■ **Data for the task**:

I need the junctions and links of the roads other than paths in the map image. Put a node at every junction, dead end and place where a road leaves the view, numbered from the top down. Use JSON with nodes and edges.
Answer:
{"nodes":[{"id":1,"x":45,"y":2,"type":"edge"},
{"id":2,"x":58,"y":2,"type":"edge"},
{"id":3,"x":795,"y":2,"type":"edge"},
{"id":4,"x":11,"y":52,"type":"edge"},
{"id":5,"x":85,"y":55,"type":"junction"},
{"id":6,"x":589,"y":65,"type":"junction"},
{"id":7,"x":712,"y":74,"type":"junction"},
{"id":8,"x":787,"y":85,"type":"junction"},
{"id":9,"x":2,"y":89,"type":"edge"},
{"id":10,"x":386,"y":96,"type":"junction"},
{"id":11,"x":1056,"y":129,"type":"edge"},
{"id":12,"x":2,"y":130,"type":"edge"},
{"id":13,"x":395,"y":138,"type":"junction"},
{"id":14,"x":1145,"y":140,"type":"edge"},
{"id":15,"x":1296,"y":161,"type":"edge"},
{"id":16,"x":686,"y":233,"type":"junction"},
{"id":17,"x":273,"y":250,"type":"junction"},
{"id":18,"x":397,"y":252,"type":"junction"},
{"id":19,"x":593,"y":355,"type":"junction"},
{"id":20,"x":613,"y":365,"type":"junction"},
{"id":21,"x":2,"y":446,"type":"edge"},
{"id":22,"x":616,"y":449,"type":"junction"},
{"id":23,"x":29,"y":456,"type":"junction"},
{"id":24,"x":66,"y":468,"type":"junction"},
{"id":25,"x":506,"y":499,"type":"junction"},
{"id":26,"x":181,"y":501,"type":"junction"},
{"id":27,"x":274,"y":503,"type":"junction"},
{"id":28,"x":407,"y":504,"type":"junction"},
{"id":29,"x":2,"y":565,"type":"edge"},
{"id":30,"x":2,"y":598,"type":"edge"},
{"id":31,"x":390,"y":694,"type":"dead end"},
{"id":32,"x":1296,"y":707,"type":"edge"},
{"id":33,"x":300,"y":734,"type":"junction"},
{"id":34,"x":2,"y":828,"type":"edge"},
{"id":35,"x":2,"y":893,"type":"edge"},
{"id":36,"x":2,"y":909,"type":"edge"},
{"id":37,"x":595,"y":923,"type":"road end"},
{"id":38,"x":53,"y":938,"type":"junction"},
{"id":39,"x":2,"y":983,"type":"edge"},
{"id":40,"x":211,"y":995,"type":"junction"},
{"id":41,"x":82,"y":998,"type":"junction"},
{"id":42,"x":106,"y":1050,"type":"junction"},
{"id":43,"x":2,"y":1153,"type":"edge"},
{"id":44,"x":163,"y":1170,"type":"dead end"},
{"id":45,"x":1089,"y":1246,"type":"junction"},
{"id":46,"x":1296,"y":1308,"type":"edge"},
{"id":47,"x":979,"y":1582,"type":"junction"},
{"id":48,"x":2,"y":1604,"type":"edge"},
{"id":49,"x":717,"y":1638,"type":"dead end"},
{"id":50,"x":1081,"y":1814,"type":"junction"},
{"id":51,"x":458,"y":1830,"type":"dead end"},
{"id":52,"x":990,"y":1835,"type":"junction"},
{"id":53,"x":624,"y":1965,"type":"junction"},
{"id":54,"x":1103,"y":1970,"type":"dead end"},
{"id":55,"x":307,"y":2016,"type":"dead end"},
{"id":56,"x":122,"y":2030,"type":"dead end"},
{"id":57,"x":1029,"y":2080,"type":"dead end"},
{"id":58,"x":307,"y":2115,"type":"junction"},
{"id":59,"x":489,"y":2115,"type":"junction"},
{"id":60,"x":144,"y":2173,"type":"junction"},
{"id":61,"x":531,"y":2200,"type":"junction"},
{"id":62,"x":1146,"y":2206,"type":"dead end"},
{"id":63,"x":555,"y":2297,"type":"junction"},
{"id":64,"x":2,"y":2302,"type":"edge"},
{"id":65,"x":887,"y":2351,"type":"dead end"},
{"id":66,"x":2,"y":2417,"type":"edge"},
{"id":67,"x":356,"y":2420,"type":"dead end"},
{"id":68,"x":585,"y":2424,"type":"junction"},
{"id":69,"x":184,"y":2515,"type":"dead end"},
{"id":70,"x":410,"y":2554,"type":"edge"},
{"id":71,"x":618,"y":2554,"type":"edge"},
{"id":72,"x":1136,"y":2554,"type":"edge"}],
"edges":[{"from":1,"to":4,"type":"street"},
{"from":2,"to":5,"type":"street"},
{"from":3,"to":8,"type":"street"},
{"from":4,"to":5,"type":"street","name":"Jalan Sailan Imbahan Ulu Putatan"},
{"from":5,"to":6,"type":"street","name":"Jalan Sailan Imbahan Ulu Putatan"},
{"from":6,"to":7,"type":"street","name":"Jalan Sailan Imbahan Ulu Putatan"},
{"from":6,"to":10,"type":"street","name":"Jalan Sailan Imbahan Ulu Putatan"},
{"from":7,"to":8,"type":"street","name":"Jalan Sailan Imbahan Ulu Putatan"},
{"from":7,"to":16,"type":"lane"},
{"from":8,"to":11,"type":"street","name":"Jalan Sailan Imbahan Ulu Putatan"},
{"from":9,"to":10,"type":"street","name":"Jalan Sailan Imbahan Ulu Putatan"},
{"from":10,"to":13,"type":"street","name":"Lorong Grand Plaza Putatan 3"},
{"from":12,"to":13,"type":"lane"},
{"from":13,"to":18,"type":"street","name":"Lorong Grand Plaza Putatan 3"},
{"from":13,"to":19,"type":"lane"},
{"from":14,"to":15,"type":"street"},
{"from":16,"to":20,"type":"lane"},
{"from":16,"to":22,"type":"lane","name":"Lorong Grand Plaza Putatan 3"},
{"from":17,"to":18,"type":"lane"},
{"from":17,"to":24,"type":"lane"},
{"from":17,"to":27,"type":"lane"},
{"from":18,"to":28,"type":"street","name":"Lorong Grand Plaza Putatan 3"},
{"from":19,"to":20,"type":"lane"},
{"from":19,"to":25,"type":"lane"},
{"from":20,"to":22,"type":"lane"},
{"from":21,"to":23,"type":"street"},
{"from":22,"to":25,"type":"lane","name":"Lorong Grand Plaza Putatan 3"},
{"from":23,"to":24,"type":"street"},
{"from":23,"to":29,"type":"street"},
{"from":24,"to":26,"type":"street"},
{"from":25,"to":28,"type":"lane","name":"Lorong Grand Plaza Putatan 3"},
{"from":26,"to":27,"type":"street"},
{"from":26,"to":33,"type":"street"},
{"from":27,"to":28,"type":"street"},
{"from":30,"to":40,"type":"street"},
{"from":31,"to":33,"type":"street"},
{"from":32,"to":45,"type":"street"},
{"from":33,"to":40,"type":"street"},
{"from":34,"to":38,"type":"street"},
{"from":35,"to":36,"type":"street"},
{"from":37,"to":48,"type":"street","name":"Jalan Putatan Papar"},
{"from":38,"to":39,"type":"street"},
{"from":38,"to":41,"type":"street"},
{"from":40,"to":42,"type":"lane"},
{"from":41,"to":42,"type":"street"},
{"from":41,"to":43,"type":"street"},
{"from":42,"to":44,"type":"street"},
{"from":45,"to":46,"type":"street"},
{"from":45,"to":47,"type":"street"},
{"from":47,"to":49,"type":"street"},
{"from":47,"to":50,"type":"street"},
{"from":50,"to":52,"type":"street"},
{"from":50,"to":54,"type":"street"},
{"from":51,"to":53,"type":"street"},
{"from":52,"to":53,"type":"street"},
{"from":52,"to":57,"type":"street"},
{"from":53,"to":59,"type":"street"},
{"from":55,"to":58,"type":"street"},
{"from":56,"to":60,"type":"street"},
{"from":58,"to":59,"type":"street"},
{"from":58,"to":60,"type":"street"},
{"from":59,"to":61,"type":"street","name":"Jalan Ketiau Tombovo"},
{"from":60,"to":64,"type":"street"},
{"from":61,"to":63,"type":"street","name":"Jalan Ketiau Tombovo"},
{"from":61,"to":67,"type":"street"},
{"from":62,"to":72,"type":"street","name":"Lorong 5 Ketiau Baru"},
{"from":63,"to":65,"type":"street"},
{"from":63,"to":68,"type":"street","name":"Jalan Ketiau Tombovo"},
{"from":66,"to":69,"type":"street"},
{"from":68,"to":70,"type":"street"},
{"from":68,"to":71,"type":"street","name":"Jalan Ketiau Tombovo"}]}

■ **The task**:
Every line above that includes "road" counts toward one total; give that total by itself.

■ **Answer to this problem**:
2